Отпустив меня, он нежно берет мои щеки в ладони. Я накрываю его руки своими.
— Во время разлуки… — Уильям наклоняется и целует мои брови, скулы, мой рот. С каждым его прикосновением дверь сотрясается, фундамент дрожит. — Я думал, что потерял тебя навсегда. Я потерял способность дышать. Моя жизнь… — Его голос надламывается, ласки становятся более отчаянными, более собственническими. — Без тебя в ней нет смысла.
И тогда я задаю тот вопрос, который обещала себе не задавать, потому что он может открыть ящик Пандоры. Но мне нужно знать. Нужно услышать ответ от него самого.
— Почему ты так долго не приезжал?
Уильям делает вдох. В его глазах на мгновение вспыхивает колебание.
— Я собирался, но ты попросила дать тебе время, и я подумал, что после всей боли, причиненной тебе, обязан как минимум проявить к твоим желаниям уважение. Не самый умный поступок с моей стороны, но я не знал, что еще сделать. — Он берет меня за руку. — Вэл, мне было дьявольски больно. Но я получил бесценный урок.
Его объятья становятся крепче. И мне, пока я смотрю на неприкрытую боль в его взгляде, хочется ударить себя, пустить себе кровь. Он страдает из-за меня. Чувство вины за то, что я сделала, превращается в крест на плечах, который тянет к земле.
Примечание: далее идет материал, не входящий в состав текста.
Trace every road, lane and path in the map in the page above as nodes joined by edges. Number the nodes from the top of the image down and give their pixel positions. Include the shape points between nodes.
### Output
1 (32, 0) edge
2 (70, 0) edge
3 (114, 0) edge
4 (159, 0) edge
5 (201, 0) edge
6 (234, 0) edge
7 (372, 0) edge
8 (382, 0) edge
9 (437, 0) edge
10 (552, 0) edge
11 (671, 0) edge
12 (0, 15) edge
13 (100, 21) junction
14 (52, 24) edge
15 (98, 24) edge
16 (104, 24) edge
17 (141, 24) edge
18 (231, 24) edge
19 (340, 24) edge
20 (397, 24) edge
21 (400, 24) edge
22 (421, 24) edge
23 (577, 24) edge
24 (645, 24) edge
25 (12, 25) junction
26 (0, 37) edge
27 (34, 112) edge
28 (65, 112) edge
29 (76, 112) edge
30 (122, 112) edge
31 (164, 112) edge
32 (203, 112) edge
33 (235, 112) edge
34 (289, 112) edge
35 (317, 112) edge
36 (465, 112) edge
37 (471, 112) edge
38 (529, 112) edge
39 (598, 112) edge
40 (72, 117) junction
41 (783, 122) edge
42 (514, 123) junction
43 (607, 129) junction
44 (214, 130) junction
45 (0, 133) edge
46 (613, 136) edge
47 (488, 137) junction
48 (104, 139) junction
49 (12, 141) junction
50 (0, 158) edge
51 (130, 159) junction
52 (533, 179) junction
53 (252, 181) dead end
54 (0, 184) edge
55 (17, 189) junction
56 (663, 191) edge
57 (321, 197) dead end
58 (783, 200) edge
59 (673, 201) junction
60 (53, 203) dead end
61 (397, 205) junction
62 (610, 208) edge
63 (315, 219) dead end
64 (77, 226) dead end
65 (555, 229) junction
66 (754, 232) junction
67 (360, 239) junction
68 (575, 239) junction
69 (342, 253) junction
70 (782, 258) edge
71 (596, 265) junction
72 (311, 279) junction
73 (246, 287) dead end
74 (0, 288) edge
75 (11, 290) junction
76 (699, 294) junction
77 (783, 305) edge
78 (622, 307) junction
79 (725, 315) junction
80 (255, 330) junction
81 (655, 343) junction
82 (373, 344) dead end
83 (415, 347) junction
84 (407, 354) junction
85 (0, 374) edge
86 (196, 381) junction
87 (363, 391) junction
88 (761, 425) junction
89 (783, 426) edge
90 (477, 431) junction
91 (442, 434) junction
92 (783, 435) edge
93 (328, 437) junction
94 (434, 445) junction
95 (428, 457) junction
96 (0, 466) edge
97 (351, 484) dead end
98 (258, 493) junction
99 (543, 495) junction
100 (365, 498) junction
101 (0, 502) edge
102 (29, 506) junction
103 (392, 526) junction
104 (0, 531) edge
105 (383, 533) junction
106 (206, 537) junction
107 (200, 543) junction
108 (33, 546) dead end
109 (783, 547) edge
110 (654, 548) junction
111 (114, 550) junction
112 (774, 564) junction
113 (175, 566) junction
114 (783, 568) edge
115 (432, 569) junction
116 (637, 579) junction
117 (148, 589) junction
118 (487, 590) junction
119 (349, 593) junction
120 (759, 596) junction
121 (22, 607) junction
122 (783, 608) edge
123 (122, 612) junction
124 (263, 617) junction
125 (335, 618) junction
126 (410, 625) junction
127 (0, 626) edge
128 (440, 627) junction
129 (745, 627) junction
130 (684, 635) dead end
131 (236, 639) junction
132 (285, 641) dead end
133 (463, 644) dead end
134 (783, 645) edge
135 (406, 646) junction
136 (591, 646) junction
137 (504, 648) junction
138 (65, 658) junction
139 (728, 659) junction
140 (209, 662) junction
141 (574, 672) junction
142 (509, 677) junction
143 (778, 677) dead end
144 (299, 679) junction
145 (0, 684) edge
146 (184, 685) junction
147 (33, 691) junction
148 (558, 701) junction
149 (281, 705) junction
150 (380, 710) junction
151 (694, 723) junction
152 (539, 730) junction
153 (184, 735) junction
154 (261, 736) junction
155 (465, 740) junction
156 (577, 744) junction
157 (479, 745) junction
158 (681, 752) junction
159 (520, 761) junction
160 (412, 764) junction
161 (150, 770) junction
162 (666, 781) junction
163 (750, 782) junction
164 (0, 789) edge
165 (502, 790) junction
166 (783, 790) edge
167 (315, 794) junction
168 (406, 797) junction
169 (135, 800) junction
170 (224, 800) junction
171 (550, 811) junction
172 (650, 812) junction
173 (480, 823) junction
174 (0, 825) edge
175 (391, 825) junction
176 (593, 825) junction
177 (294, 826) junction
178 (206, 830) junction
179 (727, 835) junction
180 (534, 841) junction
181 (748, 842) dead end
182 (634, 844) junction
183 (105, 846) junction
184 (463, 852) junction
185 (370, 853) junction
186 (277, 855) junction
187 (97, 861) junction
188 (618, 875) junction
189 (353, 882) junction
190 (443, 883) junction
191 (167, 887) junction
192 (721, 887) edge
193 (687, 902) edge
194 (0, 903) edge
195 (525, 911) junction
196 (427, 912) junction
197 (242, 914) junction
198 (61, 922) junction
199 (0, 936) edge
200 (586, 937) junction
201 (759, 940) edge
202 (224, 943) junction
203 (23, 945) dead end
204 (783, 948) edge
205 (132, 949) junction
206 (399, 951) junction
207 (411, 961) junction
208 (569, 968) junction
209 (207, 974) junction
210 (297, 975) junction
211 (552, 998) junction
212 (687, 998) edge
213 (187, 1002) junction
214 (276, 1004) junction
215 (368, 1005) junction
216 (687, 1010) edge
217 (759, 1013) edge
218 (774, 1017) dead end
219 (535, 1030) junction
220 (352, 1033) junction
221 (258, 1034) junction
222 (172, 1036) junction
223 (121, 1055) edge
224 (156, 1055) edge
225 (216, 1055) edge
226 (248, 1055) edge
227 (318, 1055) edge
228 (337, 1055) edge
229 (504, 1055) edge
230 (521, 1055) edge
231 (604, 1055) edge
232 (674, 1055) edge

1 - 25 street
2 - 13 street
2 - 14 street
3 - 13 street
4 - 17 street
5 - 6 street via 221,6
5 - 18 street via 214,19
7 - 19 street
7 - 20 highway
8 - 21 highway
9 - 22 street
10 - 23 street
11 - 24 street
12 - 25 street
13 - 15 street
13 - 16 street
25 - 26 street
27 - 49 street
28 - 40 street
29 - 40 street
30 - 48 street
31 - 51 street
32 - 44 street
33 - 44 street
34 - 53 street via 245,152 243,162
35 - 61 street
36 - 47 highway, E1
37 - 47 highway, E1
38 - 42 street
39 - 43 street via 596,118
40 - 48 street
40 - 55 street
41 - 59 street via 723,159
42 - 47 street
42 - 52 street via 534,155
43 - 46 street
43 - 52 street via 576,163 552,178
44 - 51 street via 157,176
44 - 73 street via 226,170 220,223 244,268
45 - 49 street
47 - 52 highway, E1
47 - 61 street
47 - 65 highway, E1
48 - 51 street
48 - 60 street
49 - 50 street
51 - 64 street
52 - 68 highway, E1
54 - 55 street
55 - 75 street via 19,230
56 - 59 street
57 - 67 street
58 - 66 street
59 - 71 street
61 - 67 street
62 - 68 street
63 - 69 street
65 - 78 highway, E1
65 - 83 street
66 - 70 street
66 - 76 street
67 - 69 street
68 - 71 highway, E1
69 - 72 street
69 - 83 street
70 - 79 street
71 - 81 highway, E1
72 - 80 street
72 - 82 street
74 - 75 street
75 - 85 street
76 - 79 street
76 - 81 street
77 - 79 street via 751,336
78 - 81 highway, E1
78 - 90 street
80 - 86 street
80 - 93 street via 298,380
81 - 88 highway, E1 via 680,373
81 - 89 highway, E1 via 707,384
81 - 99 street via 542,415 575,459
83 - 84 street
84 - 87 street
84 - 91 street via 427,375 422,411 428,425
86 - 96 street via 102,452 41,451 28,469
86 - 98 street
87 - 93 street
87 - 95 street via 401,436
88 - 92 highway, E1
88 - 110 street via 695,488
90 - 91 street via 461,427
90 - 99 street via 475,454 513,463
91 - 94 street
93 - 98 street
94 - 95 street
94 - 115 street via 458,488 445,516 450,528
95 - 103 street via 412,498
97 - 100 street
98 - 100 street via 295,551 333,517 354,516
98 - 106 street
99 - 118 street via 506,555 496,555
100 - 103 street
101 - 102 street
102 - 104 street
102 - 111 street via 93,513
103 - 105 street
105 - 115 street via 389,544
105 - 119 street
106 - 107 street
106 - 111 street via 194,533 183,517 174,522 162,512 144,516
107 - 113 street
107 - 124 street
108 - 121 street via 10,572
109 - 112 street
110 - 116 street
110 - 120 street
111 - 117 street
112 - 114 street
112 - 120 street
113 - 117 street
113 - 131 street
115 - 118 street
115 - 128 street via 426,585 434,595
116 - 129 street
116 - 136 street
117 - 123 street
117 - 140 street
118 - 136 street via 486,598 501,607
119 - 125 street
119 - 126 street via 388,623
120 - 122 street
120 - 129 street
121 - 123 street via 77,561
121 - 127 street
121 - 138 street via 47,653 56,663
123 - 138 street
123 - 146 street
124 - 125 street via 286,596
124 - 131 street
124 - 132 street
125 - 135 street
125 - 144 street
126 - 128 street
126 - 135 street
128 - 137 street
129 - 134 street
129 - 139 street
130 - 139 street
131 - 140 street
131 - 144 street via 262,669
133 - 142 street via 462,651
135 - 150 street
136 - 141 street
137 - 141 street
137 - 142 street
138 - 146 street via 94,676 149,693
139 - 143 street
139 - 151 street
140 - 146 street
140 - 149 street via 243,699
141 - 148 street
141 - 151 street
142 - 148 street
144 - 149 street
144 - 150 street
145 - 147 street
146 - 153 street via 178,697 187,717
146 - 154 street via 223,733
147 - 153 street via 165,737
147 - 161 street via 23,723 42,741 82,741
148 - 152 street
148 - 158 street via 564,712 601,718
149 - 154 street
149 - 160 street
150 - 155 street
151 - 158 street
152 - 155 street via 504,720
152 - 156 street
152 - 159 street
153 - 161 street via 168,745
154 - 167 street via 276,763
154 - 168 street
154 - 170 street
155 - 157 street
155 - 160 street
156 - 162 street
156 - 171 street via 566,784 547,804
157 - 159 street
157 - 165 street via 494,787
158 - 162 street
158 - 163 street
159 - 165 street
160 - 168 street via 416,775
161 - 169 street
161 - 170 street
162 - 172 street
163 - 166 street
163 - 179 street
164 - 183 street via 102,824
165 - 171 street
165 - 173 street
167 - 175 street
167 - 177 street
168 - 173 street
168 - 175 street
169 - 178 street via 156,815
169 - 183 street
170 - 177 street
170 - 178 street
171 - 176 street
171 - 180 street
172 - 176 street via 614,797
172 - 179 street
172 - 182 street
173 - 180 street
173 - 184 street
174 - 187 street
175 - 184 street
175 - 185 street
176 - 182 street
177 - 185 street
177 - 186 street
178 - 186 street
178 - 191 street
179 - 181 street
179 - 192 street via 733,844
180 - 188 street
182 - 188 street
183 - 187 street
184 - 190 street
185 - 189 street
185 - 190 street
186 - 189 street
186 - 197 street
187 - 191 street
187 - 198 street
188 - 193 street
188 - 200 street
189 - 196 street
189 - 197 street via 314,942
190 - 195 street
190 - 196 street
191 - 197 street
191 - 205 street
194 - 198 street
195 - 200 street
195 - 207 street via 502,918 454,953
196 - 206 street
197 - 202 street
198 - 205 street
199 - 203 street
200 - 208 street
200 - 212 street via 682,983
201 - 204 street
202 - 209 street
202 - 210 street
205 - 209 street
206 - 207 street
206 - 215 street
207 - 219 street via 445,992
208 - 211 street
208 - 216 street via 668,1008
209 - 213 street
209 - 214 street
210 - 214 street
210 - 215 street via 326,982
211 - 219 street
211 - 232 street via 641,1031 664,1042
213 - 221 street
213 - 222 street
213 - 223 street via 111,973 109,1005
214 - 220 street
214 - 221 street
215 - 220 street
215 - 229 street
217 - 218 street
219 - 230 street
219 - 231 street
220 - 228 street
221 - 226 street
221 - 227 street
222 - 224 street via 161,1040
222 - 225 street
— Мне потребовалось чуть не потерять тебя, чтобы осознать, как сильно я нуждаюсь в тебе. Как сильно люблю. — Он подносит мою руку к губам, целует ее. — Бывали дни, когда я приказывал себе послать твою просьбу дать время к чертям, полететь к тебе и умолять вернуться назад. Но я так боялся.
— Чего именно?
— Что ты построила жизнь без меня. Да, ты имела на то полное право, но я бы умер, если б узнал, если б увидел, что больше не нужен тебе. Что ты счастлива без меня… — Он на мгновение закрывает глаза. — День за днем я все ждал, ждал и ждал, пока однажды не понял, что должен увидеть тебя.